Да, но как делается предложение о браке? Как именно пересекается граница между учтивым обменом поклонами и совместным лежанием в общей теплой постели — пока смерть нас не разлучит? Бедный Берти опустился перед ней на колено, но ведь он и ухаживал за нею еще со школьных дней. И если Генри о женитьбе на ней и думать не желает, он вряд ли сделает ей предложение, ведь так? Однако и сама она его сделать не может, правильно? И причина тут не в том, что она боится нарушить общепринятые условности (условности ей давно надоели!), нет, просто это может оскорбить Генри, заставить его хуже думать о ней. А если она лишится его уважения, это станет для нее самым жестоким ударом, по крайней мере, в нынешнем ее болезненном состоянии.
— Стало быть, следует подождать, — говорит она вслух, — пока мне не станет лучше.
Услышав это, чайка отскакивает в сторону, бросив недоклеванные крошки. Эммелин резко откидывает голову назад, на муравчатый склон холма, отчего шляпка съезжает набок, и булавки ее впиваются Эммелин в кожу. По голове тут же начинают бегать мурашки, и Эммелин срывает- шляп
ку.
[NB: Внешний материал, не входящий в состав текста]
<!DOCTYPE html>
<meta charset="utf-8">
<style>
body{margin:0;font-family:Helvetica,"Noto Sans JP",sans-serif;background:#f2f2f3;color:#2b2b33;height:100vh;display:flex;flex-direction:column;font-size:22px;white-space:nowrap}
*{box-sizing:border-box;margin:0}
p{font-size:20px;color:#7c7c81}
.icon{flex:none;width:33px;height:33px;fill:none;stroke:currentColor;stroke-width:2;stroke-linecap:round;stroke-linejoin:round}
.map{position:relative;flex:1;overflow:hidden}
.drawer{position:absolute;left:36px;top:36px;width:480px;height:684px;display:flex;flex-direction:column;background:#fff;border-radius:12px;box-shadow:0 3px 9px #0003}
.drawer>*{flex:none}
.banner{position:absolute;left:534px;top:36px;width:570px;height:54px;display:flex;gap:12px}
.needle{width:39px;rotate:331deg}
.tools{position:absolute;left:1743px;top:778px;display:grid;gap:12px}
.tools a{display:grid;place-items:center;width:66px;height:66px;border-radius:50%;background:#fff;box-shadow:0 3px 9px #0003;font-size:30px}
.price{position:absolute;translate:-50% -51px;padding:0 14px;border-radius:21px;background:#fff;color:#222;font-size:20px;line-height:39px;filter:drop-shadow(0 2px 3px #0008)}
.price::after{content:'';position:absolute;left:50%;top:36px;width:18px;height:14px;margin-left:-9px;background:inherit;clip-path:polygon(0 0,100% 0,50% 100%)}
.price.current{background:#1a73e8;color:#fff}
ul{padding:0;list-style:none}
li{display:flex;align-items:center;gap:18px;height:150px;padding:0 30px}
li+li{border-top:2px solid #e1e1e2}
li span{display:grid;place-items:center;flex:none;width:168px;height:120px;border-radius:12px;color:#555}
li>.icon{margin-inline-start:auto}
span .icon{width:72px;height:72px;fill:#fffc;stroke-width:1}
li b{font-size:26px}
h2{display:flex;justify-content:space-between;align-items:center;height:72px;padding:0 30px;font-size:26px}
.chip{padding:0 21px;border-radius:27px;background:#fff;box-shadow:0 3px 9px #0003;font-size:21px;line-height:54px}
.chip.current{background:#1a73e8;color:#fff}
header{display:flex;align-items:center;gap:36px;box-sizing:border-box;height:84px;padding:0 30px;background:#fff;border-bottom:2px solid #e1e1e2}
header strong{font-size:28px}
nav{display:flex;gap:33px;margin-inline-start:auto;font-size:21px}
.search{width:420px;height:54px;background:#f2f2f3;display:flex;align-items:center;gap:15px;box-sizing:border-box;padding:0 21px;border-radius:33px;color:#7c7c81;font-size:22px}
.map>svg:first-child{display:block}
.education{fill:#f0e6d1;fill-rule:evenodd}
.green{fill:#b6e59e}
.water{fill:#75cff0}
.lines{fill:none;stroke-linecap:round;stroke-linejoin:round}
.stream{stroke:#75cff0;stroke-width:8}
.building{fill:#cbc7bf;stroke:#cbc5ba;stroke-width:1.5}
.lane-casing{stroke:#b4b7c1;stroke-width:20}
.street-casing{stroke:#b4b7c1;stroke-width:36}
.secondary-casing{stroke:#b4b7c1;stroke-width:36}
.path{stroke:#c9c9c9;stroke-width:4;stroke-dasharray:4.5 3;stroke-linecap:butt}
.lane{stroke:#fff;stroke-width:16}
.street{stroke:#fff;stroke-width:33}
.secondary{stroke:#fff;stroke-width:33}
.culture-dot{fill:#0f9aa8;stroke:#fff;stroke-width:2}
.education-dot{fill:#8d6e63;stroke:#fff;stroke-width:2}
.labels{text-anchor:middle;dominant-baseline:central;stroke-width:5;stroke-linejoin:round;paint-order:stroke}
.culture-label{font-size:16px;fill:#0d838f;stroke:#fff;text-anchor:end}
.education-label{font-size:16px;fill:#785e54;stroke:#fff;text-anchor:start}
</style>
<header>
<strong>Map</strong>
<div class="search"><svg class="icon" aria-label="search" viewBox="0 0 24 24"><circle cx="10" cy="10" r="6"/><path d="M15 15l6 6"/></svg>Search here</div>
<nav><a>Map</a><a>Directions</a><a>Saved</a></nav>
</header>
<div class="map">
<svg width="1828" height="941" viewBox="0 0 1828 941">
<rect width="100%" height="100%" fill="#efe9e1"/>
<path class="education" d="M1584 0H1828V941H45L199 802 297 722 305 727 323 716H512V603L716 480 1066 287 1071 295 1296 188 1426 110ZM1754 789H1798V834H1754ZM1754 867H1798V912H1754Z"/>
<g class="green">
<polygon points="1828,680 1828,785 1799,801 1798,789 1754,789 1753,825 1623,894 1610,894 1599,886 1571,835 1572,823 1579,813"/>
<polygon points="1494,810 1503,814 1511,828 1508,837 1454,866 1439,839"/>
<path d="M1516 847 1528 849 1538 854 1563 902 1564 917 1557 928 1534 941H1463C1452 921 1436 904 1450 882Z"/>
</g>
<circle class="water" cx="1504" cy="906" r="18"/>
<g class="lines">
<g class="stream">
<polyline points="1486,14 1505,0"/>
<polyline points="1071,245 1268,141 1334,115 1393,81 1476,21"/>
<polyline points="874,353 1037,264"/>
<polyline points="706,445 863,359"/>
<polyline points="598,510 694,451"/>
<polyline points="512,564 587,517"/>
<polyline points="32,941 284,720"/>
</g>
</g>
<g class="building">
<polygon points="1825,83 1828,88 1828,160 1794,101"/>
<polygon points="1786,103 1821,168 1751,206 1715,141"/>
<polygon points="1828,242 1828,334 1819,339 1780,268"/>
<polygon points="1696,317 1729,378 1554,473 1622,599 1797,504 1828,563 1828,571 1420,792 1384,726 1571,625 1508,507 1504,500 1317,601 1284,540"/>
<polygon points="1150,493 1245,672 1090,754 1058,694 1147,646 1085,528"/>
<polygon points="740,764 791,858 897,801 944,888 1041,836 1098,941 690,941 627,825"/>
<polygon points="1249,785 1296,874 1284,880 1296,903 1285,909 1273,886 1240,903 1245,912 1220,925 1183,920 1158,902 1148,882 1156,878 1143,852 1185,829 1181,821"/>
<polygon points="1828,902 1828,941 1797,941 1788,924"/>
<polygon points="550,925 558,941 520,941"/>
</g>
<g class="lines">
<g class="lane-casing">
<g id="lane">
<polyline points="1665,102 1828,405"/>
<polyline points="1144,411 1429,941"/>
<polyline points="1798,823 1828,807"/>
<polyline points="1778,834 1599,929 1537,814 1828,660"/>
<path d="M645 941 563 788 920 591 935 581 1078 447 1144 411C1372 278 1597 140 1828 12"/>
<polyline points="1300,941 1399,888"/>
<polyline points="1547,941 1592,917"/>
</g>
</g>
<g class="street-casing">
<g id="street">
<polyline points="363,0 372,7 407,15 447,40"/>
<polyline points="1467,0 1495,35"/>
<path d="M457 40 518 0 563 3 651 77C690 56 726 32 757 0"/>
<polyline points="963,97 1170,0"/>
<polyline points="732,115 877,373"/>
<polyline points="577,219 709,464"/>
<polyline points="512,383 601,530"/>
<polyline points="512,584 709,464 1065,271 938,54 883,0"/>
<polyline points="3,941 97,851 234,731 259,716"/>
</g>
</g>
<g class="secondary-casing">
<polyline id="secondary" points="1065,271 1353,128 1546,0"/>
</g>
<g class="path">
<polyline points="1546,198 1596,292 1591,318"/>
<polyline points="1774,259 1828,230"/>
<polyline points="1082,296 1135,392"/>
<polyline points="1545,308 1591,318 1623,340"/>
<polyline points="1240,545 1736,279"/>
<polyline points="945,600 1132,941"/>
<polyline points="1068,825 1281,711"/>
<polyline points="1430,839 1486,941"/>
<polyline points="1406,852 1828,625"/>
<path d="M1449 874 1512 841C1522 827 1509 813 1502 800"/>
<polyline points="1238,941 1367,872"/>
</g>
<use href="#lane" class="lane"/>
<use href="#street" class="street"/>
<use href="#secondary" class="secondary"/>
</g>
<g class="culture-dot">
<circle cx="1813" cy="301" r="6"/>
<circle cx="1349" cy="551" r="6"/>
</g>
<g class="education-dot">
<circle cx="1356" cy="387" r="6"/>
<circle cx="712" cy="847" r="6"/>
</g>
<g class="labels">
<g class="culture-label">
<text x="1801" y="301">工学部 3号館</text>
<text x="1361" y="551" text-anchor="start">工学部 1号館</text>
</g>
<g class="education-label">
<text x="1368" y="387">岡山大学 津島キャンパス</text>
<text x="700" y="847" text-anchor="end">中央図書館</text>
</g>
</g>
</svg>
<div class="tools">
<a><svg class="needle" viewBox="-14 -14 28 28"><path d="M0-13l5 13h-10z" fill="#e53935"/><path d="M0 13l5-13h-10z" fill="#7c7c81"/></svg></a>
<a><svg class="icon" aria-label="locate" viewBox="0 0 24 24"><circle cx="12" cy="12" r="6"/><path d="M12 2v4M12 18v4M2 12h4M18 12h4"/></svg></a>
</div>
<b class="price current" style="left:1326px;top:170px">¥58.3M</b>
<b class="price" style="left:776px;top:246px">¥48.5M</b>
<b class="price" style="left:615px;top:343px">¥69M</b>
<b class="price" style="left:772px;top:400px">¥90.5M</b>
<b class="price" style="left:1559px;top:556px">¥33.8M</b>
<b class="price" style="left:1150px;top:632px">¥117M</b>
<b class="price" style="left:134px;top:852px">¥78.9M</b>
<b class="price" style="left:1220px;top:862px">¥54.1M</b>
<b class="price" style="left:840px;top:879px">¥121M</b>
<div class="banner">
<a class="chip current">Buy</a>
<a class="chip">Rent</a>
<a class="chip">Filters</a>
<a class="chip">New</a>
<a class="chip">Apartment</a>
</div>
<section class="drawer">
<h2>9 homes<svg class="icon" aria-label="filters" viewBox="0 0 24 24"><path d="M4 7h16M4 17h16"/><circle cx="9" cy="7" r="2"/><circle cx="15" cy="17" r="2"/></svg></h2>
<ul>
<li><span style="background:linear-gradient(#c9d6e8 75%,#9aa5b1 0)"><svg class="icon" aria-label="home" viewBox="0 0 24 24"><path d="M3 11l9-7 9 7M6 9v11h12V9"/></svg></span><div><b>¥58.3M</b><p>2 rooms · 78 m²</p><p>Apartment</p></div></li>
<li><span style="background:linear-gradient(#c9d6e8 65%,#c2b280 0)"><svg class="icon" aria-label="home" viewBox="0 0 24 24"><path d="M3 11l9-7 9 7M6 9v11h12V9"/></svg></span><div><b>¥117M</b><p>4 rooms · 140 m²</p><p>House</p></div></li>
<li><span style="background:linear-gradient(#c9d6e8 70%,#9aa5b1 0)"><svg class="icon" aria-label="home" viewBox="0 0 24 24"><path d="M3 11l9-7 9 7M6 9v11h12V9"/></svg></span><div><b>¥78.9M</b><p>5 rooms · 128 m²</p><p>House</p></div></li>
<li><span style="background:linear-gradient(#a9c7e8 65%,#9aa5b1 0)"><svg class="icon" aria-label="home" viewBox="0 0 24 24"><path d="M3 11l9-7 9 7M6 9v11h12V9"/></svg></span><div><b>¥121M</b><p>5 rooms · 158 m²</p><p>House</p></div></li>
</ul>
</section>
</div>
И снова ложится на траву, даже застонав от облегчения, когда непокрытая, влажная голова ее уютно устраивается в теплой травяной вмятинке.
Принятое ею решение касательно Генри словно растекается по всему телу Эммелин — так, точно она приняла лекарство или досыта наелась — ощущение тем более приятное, что ни лекарства, ни еда на нее в последнее время подобным образом не действуют. Какое все же прекрасное тонизирующее средство — решимость! Слабость уже источается из Эммелин, уходя в песок, на котором она лежит.
Чайка, удостоверившись, что протестующий клекот ее был следствием недоразумения, возвращается и начинает доклевывать запорошенные песком остатки кекса. Проталкивая кусочки его в горло, она задирает клюв в небо — так, точно кивает, соглашаясь с решением Эммелин. Да, нужно подождать, пока ей не станет лучше, а после… после она сама распорядится своей жизнью, предложив ее Генри Рэкхэму.
— Ведь он не откажет мне, а, мистер Чайка? — спрашивает Эммелин, однако чайка раскидывает крылья и, скакнув с песчаного бугорка вверх, улетает в море.
В другой части Фолкстонского пляжа сидящая, прислонясь к другой скале, Агнес Рэкхэм испугано взвизгивает, поскольку к ногам ее с треском рушится деревянная птица. Агнес поджимает ноги, сминая лежащий у нее на коленях дамский журнал, и туго обтягивает их юбкой.